-- Opening Marker --

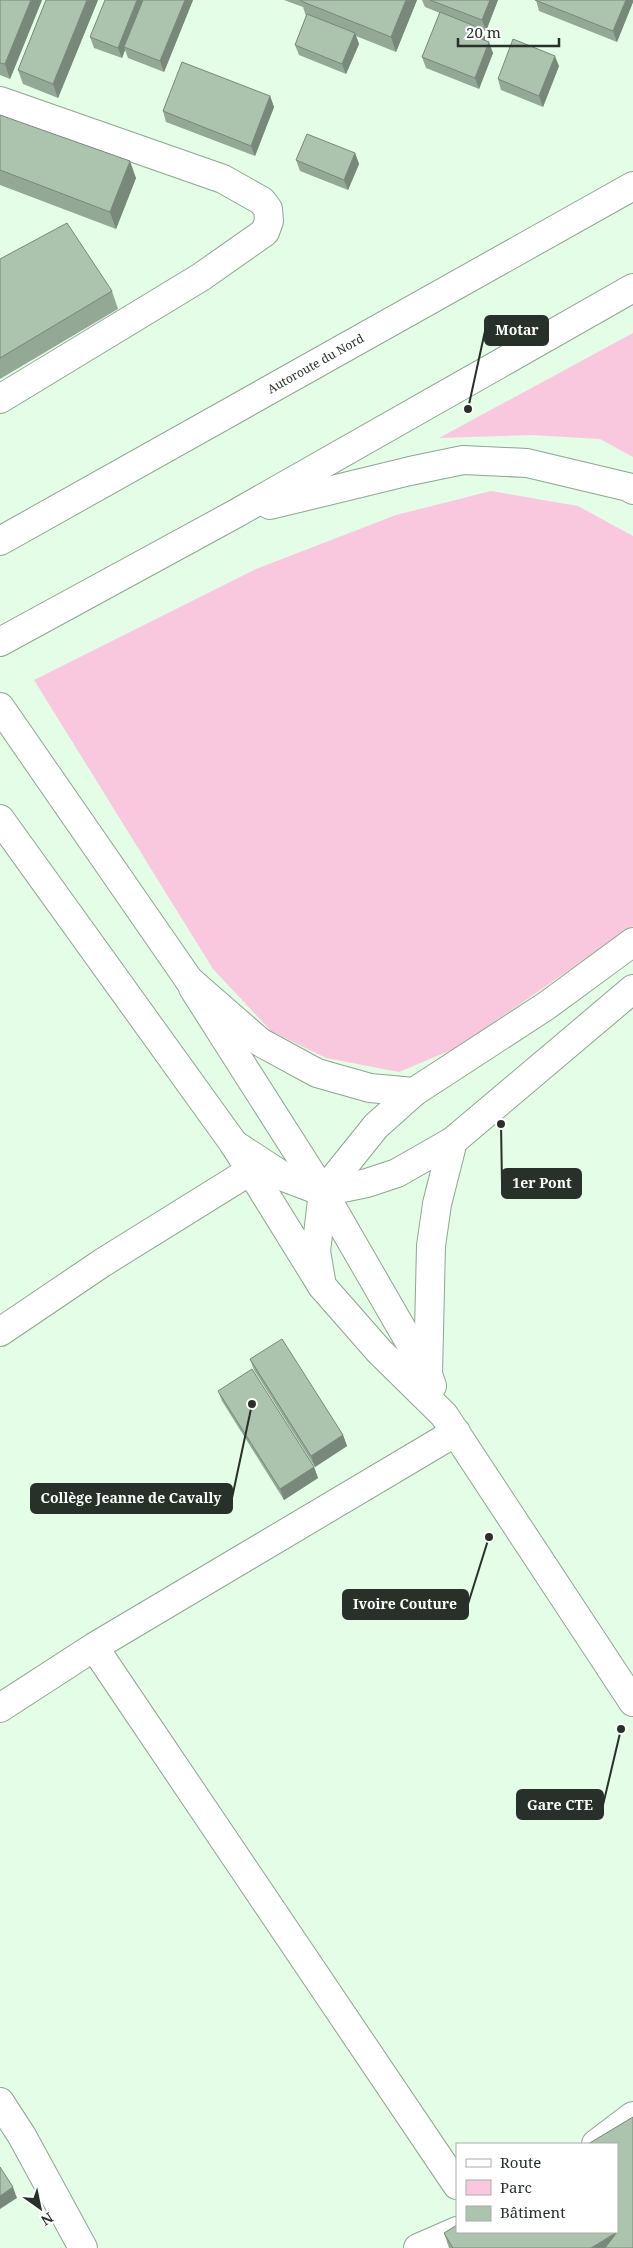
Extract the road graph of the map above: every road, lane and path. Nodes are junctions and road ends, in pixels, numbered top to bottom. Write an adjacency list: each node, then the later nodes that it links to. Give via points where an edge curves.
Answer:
1 (0, 100): 4 (main road, via 223,179 262,201 268,209 269,221 265,232 201,277)
2 (633, 186): 7 (main road, Autoroute du Nord)
3 (633, 288): 6 (main road)
4 (0, 399)
5 (633, 490): 6 (main road, via 527,463 463,460)
6 (234, 514): 8 (main road)
7 (0, 541)
8 (0, 642)
9 (0, 706): 12 (main road)
10 (0, 819): 16 (main road)
11 (633, 942): 14 (main road, via 546,1006)
12 (189, 980): 14 (main road, via 260,1042 317,1073 370,1088); 18 (main road)
13 (633, 988): 15 (main road)
14 (414, 1092): 18 (main road, via 376,1126)
15 (453, 1141): 18 (main road, via 397,1173); 21 (main road, via 437,1204 431,1246)
16 (234, 1144): 17 (main road); 18 (main road, via 286,1178)
17 (250, 1171): 19 (main road); 20 (main road, via 102,1263)
18 (323, 1192): 19 (main road, via 316,1251); 21 (main road)
19 (322, 1286): 22 (main road)
20 (0, 1332)
21 (428, 1374): 22 (main road)
22 (450, 1424): 23 (main road); 24 (main road)
23 (94, 1646): 25 (main road); 29 (main road)
24 (633, 1702)
25 (0, 1708)
26 (0, 2102): 31 (main road)
27 (633, 2116): 28 (main road)
28 (597, 2143)
29 (456, 2184)
30 (456, 2231): 32 (main road)
31 (84, 2248)
32 (418, 2248)

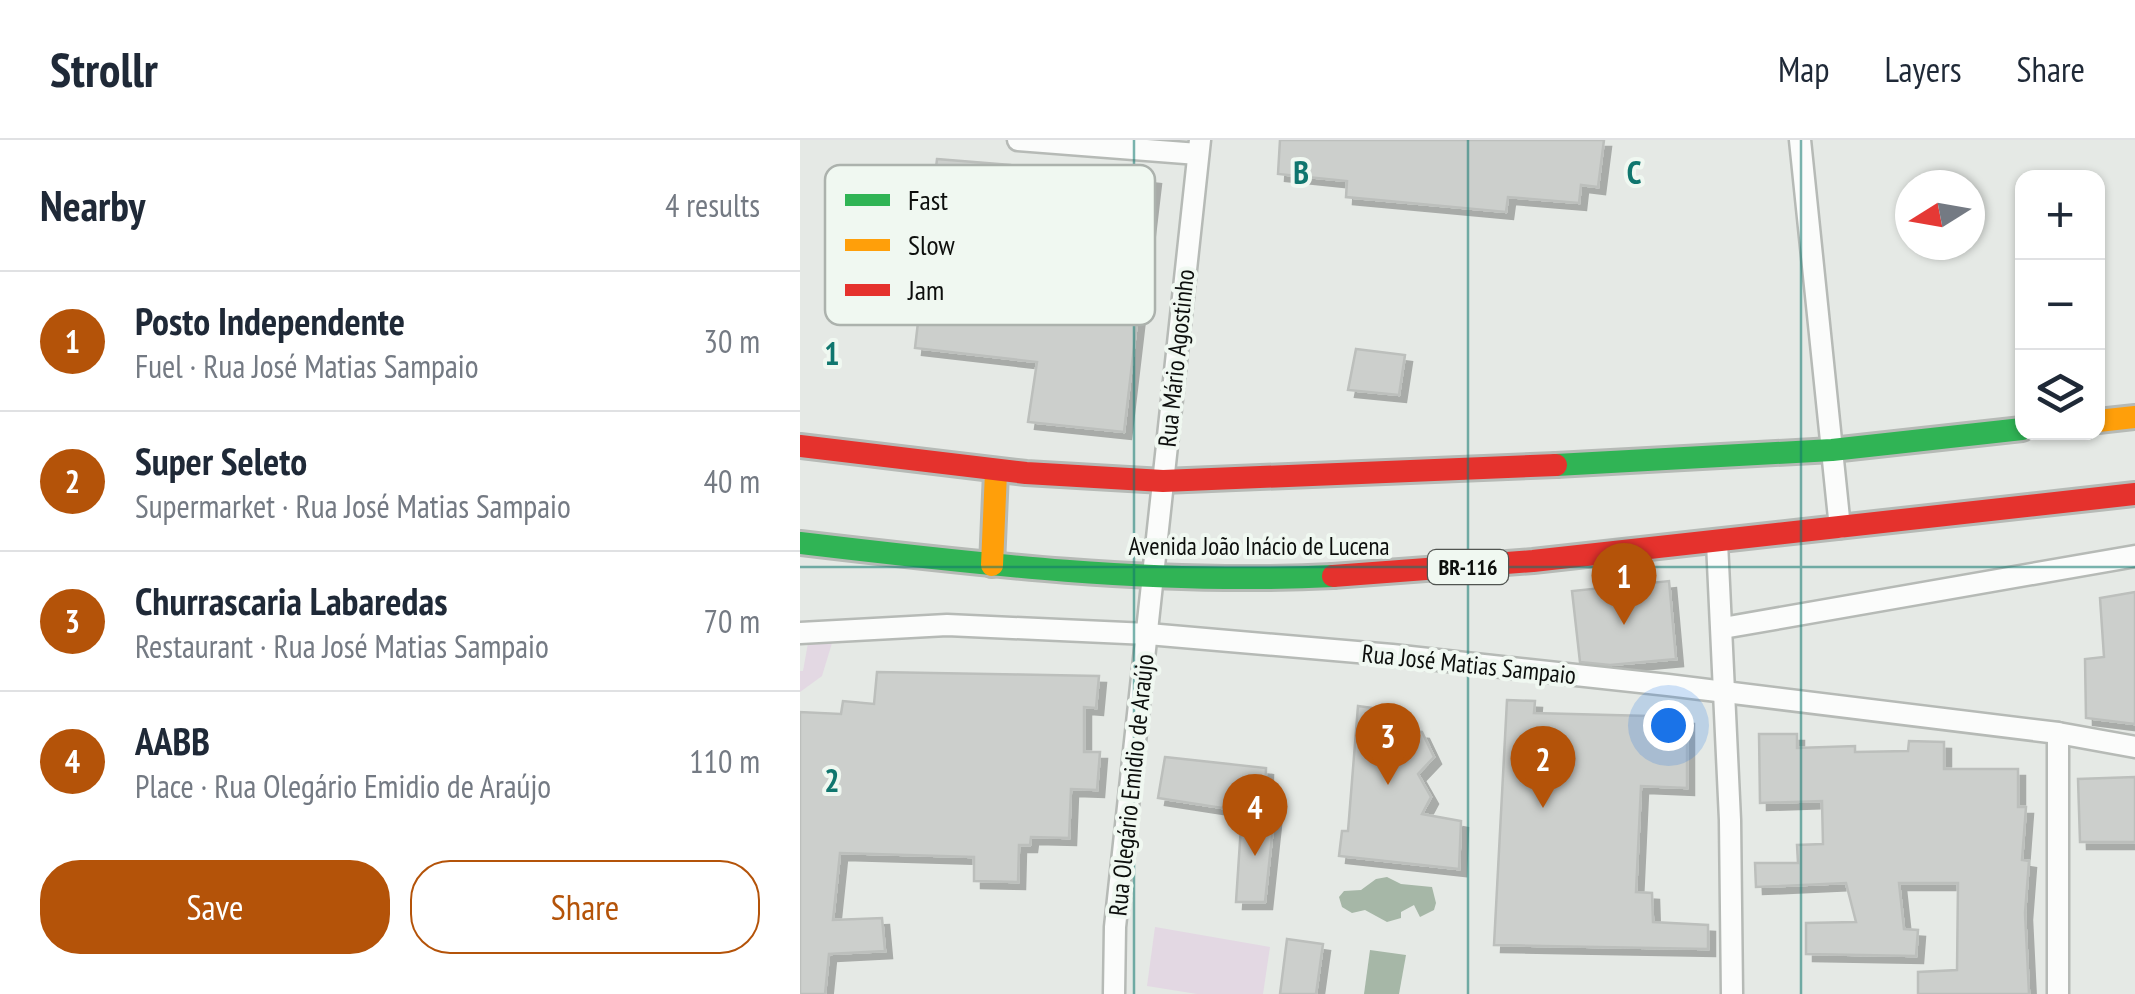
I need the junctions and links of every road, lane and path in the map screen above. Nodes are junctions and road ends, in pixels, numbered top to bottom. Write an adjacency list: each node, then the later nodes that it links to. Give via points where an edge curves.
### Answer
1 (1018, 140): 3 (street)
2 (1800, 140): 8 (street)
3 (1199, 147): 10 (street, Rua Mário Agostinho)
4 (2135, 417): 5 (main road)
5 (2105, 420)
6 (2015, 431): 8 (main road)
7 (800, 446): 9 (main road)
8 (1832, 450): 10 (main road); 12 (street)
9 (996, 472): 10 (main road); 16 (main road)
10 (1163, 481): 17 (street, Rua Mário Agostinho)
11 (2135, 494): 12 (main road, Avenida João Inácio de Lucena / BR-116)
12 (1840, 528): 13 (main road, Avenida João Inácio de Lucena / BR-116)
13 (1717, 542): 17 (main road, Avenida João Inácio de Lucena / BR-116, via 1392,574); 18 (street)
14 (800, 543): 16 (main road, Avenida João Inácio de Lucena / BR-116)
15 (2135, 556): 18 (street)
16 (992, 565): 17 (main road, Avenida João Inácio de Lucena / BR-116)
17 (1152, 576): 20 (street, Rua Olegário Emidio de Araújo)
18 (1722, 628): 21 (street)
19 (800, 634): 20 (street, Rua José Matias Sampaio, via 948,625)
20 (1148, 634): 21 (street, Rua José Matias Sampaio); 24 (street, Rua Olegário Emidio de Araújo, via 1115,927)
21 (1725, 692): 22 (street, Rua José Matias Sampaio); 25 (street)
22 (2058, 733): 23 (street, Rua José Matias Sampaio); 26 (street)
23 (2135, 746)
24 (1114, 994)
25 (1732, 994)
26 (2058, 994)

-- Closing Marker --

### Work instruction
Repeat every line above exactly, minus the pictures.

### Result for this task
Extract the road graph of the map above: every road, lane and path. Nodes are junctions and road ends, in pixels, numbered top to bottom. Write an adjacency list: each node, then the later nodes that it links to. Give via points where an edge curves.
Answer:
1 (0, 100): 4 (main road, via 223,179 262,201 268,209 269,221 265,232 201,277)
2 (633, 186): 7 (main road, Autoroute du Nord)
3 (633, 288): 6 (main road)
4 (0, 399)
5 (633, 490): 6 (main road, via 527,463 463,460)
6 (234, 514): 8 (main road)
7 (0, 541)
8 (0, 642)
9 (0, 706): 12 (main road)
10 (0, 819): 16 (main road)
11 (633, 942): 14 (main road, via 546,1006)
12 (189, 980): 14 (main road, via 260,1042 317,1073 370,1088); 18 (main road)
13 (633, 988): 15 (main road)
14 (414, 1092): 18 (main road, via 376,1126)
15 (453, 1141): 18 (main road, via 397,1173); 21 (main road, via 437,1204 431,1246)
16 (234, 1144): 17 (main road); 18 (main road, via 286,1178)
17 (250, 1171): 19 (main road); 20 (main road, via 102,1263)
18 (323, 1192): 19 (main road, via 316,1251); 21 (main road)
19 (322, 1286): 22 (main road)
20 (0, 1332)
21 (428, 1374): 22 (main road)
22 (450, 1424): 23 (main road); 24 (main road)
23 (94, 1646): 25 (main road); 29 (main road)
24 (633, 1702)
25 (0, 1708)
26 (0, 2102): 31 (main road)
27 (633, 2116): 28 (main road)
28 (597, 2143)
29 (456, 2184)
30 (456, 2231): 32 (main road)
31 (84, 2248)
32 (418, 2248)

I need the junctions and links of every road, lane and path in the map screen above. Nodes are junctions and road ends, in pixels, numbered top to bottom. Write an adjacency list: each node, then the later nodes that it links to. Give via points where an edge curves.
### Answer
1 (1018, 140): 3 (street)
2 (1800, 140): 8 (street)
3 (1199, 147): 10 (street, Rua Mário Agostinho)
4 (2135, 417): 5 (main road)
5 (2105, 420)
6 (2015, 431): 8 (main road)
7 (800, 446): 9 (main road)
8 (1832, 450): 10 (main road); 12 (street)
9 (996, 472): 10 (main road); 16 (main road)
10 (1163, 481): 17 (street, Rua Mário Agostinho)
11 (2135, 494): 12 (main road, Avenida João Inácio de Lucena / BR-116)
12 (1840, 528): 13 (main road, Avenida João Inácio de Lucena / BR-116)
13 (1717, 542): 17 (main road, Avenida João Inácio de Lucena / BR-116, via 1392,574); 18 (street)
14 (800, 543): 16 (main road, Avenida João Inácio de Lucena / BR-116)
15 (2135, 556): 18 (street)
16 (992, 565): 17 (main road, Avenida João Inácio de Lucena / BR-116)
17 (1152, 576): 20 (street, Rua Olegário Emidio de Araújo)
18 (1722, 628): 21 (street)
19 (800, 634): 20 (street, Rua José Matias Sampaio, via 948,625)
20 (1148, 634): 21 (street, Rua José Matias Sampaio); 24 (street, Rua Olegário Emidio de Araújo, via 1115,927)
21 (1725, 692): 22 (street, Rua José Matias Sampaio); 25 (street)
22 (2058, 733): 23 (street, Rua José Matias Sampaio); 26 (street)
23 (2135, 746)
24 (1114, 994)
25 (1732, 994)
26 (2058, 994)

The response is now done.